[Saved entries]
►

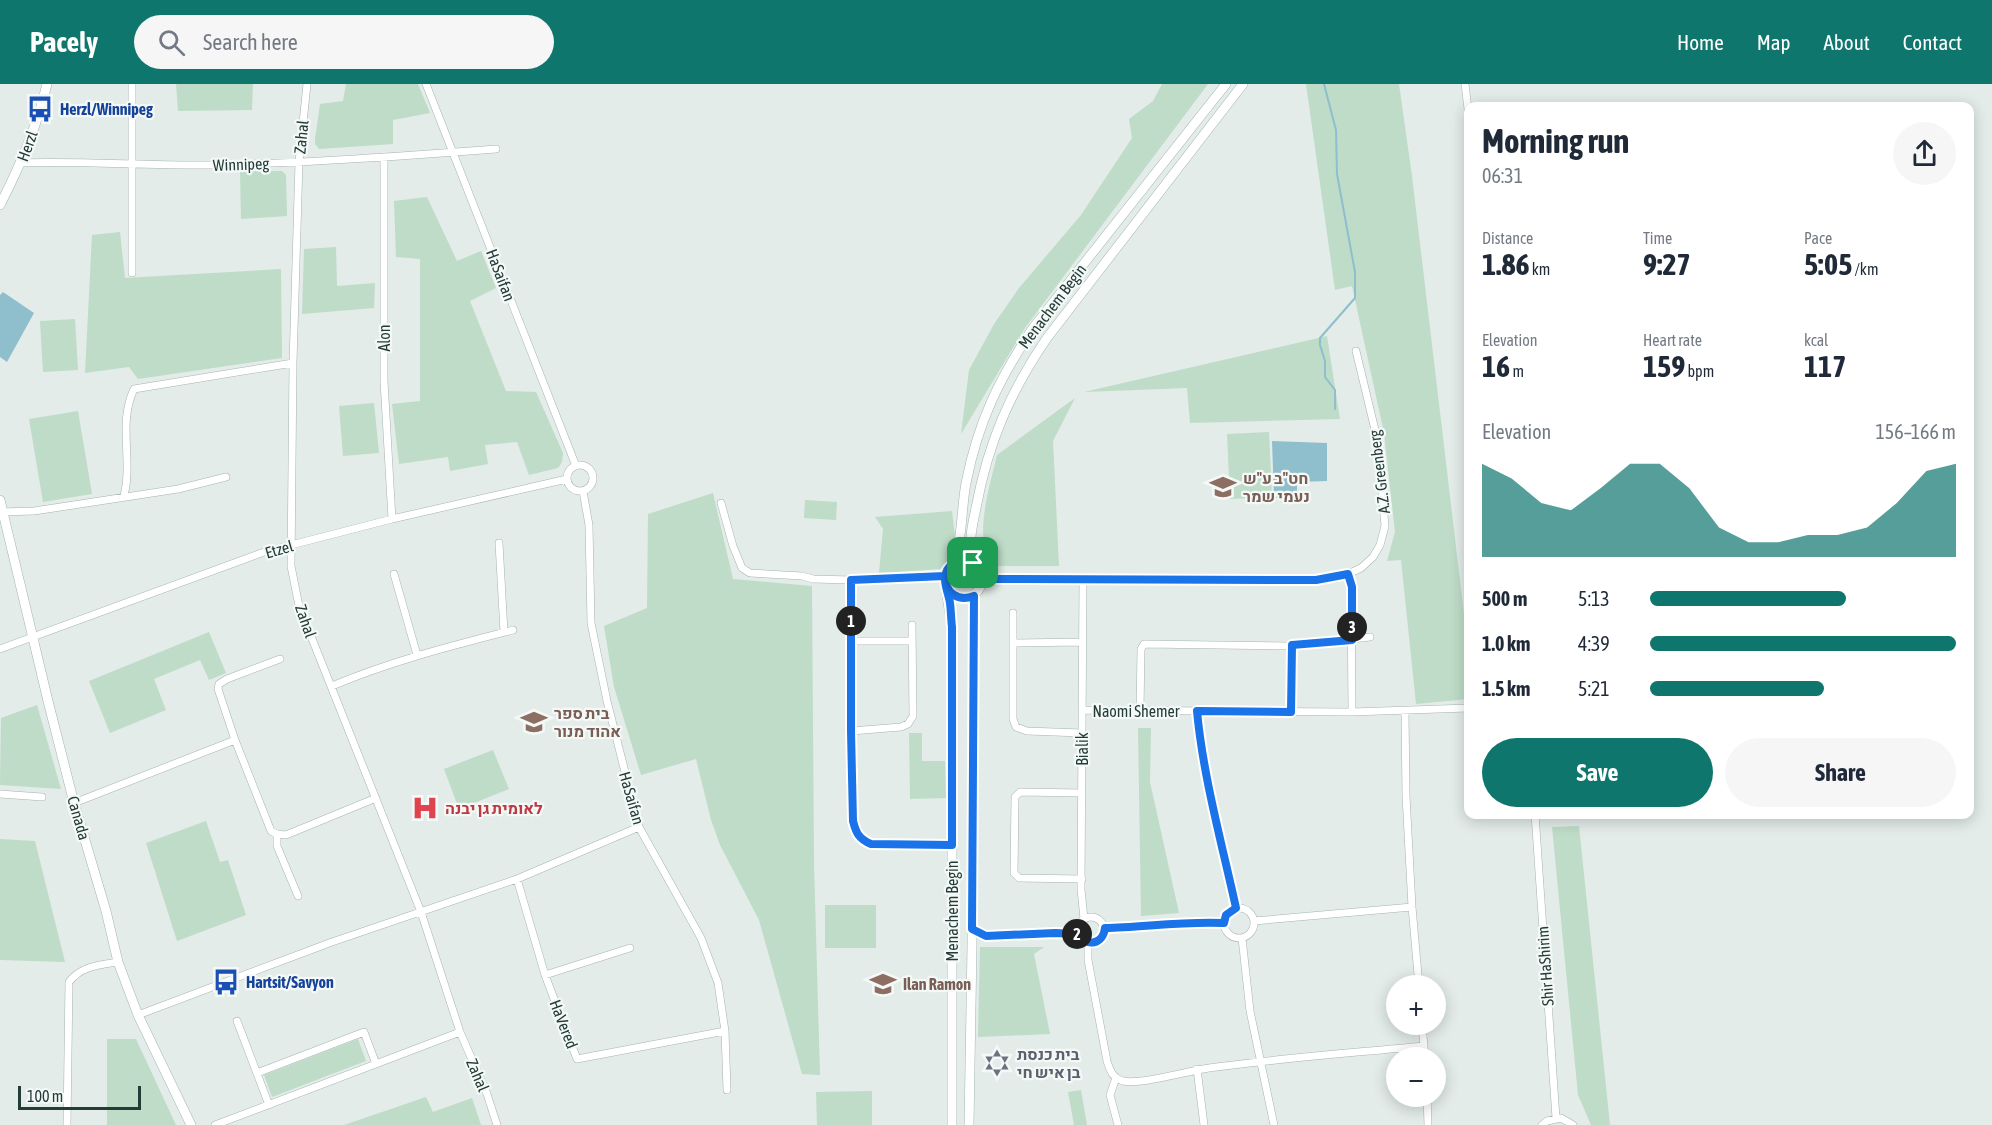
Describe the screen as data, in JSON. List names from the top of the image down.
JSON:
{
  "streets": {
    "main road": ["Herzl", "Menachem Begin", "Canada"],
    "street": [
      "Zahal",
      "Winnipeg",
      "HaSaifan",
      "Alon",
      "A.Z. Greenberg",
      "Etzel",
      "Naomi Shemer",
      "Bialik",
      "Shir HaShirim",
      "HaVered"
    ]
  },
  "crossings": [
    ["Zahal", "Winnipeg"],
    ["Zahal", "Etzel"],
    ["Herzl", "Winnipeg"],
    ["Winnipeg", "HaSaifan"],
    ["Winnipeg", "Alon"],
    ["HaSaifan", "Etzel"],
    ["HaSaifan", "HaVered"],
    ["Menachem Begin", "A.Z. Greenberg"],
    ["Alon", "Etzel"],
    ["A.Z. Greenberg", "Bialik"],
    ["Etzel", "Canada"],
    ["Naomi Shemer", "Bialik"]
  ],
  "places": {
    "bus stop": ["Herzl/Winnipeg", "Hartsit/Savyon"],
    "school or university": ["חט\"ב ע\"ש נעמי שמר", "בית ספר אהוד מנור", "Ilan Ramon"],
    "hospital": ["לאומית גן יבנה"],
    "synagogue": ["בית כנסת בן איש חי"]
  },
  "scale_bar": "100 m",
  "page": {
    "header": "Pacely",
    "search": "Search here",
    "nav": [
      "Home",
      "Map",
      "About",
      "Contact"
    ],
    "heading": ["Morning run", "06:31"],
    "stats": [
      ["Distance", "1.86 km"],
      ["Time", "9:27"],
      ["Pace", "5:05 /km"],
      ["Elevation", "16 m"],
      ["Heart rate", "159 bpm"],
      ["kcal", "117"]
    ],
    "chart": ["Elevation", "156–166 m"],
    "list": [
      {
        "name": "500 m",
        "note": "5:13"
      },
      {
        "name": "1.0 km",
        "note": "4:39"
      },
      {
        "name": "1.5 km",
        "note": "5:21"
      }
    ],
    "pins": ["1", "3", "2"],
    "buttons": ["Save", "Share"],
    "map_buttons": ["+", "−"],
    "scale": "100 m"
  }
}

◄

▸ What you need to do: Your response should contain each line of the entries above that holds the string "Canada".

▸ Solution below:
    "main road": ["Herzl", "Menachem Begin", "Canada"],
    ["Etzel", "Canada"],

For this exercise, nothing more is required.